As part of the Australian Government's Higher Education Relief Package, TEQSA refunded fees and charges invoiced from 1 January 2020. This measure will be in place until 30 June 2021. As of 30 June 2020, $1.1 million in fees for 70 providers had been waived and $0.65 million in fees had been refunded to 31 providers.

TEQSA developed its initial fee schedule based on parameters set by the Australian Government in 2011 and TEQSA’s status as a partial cost recovery agency. In the 2018-19 Budget it was announced that TEQSA will progressively transition from partial cost recovery to a full cost recovery model, now scheduled to commence on 1 July 2021.

Fees payable as at 30 June 2020 are available at: www.legislation.gov.au/Details/F2020C00728.


All contracts adhered to the core policies and principles of the Commonwealth Procurement Rules throughout the reporting period. An appropriate approach to market was made for all procurements covered by the Commonwealth Procurement Rules.


TEQSA’s Accountable Authority Instructions and Procurement Manual require compliance with the Commonwealth Procurement Rules.

All contracts with a value of $10 000 or more (inclusive of GST) entered into by TEQSA in 2019-20 were lodged on AusTender.


TEQSA supports small business participation in the Commonwealth Government procurement market. Small and Medium Enterprises (SME) and Small Enterprise participation statistics are available on the Department of Finance’s website.

TEQSA employs a number of procurement practices to support SMEs including:

  • use of the Commonwealth Contracting Suite for low-risk procurements valued under
    $200 000
  • applying the Small Business Engagement Principles to effectively engage and communicate with small businesses
  • seeking opportunities to engage Aboriginal and Torres Strait Islander businesses
  • use of electronic payment systems to facilitate on-time payments.


TEQSA had no contracts in excess of $10 000 (inclusive of GST) that were exempted by the Chief Executive Officer from being published on AusTender because it would disclose exempt matters under the Freedom of Information Act 1982.


No contracts were let during the year for $100 000 or more (inclusive of GST) with provisions to exempt Australian National Audit Office access to contractors’ premises.


TEQSA uses consultancy services to obtain specialist expertise or independent advice to investigate or diagnose a defined issue or problem, carry out defined reviews or evaluations, and provide creative solutions to assist in the agency’s decision making.

The selection and engagement of consultants was conducted in accordance with the PGPA Act, Commonwealth Procurement Rules, and internal policies and procedures. Table 19 states the number of new and ongoing contracts during 2019-20 and the expenditure on them.

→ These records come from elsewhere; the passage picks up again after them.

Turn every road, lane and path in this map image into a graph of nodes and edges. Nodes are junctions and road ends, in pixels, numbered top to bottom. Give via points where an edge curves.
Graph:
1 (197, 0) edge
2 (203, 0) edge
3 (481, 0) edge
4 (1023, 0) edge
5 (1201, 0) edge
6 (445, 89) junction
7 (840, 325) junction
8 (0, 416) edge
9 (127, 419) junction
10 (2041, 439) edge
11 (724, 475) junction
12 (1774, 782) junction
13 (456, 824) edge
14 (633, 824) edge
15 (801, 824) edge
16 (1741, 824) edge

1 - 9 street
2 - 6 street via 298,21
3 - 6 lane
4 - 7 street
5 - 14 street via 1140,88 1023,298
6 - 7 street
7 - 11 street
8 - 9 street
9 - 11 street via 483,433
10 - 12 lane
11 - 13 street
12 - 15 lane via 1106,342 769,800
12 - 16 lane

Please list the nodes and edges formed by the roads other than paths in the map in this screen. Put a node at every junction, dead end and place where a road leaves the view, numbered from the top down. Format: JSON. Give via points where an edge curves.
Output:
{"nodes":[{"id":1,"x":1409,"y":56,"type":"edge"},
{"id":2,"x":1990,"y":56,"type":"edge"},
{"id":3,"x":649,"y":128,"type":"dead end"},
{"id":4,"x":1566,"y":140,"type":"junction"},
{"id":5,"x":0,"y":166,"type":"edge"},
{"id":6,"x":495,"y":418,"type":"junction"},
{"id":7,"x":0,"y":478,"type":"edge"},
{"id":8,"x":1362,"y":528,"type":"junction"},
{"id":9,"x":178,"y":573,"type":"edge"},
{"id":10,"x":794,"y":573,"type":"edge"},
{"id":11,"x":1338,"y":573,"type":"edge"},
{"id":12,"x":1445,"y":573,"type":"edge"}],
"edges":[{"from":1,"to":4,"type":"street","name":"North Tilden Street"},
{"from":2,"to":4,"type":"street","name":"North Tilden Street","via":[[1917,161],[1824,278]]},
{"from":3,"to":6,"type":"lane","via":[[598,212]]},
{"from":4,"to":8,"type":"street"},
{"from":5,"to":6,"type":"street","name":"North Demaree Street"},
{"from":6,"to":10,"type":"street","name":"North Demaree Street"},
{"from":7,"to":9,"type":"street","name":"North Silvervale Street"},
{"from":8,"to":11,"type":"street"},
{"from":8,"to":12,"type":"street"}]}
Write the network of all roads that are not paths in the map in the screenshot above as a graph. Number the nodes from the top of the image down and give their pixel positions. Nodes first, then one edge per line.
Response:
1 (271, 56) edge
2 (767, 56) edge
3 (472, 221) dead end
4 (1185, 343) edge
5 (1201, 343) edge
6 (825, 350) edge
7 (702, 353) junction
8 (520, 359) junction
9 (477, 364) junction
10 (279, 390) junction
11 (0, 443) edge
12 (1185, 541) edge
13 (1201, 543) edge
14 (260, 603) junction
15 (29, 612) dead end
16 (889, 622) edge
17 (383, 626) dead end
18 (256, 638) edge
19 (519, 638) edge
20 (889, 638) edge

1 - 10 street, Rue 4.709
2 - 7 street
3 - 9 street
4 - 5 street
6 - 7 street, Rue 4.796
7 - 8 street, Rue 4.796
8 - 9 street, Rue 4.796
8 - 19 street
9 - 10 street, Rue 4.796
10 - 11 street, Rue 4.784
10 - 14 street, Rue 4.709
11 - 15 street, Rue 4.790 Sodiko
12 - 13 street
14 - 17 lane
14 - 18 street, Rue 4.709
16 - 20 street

Annual Reports contain information about actual expenditure on contracts for consultancies. Information on the value of contracts and consultancies is available on the AusTender website at www.tenders.gov.au.

Table 19: Consultancy contracts and expenditure, 2019-20


Number of new contracts entered into during the period


Total actual expenditure during the period on new contracts (including GST)

$ 310 755

Number of ongoing contracts engaging consultants that were entered into during the previous period


Total actual expenditure during the period on ongoing contracts (including GST)

$ 116 786


TEQSA does not administer any discretionary grants programs.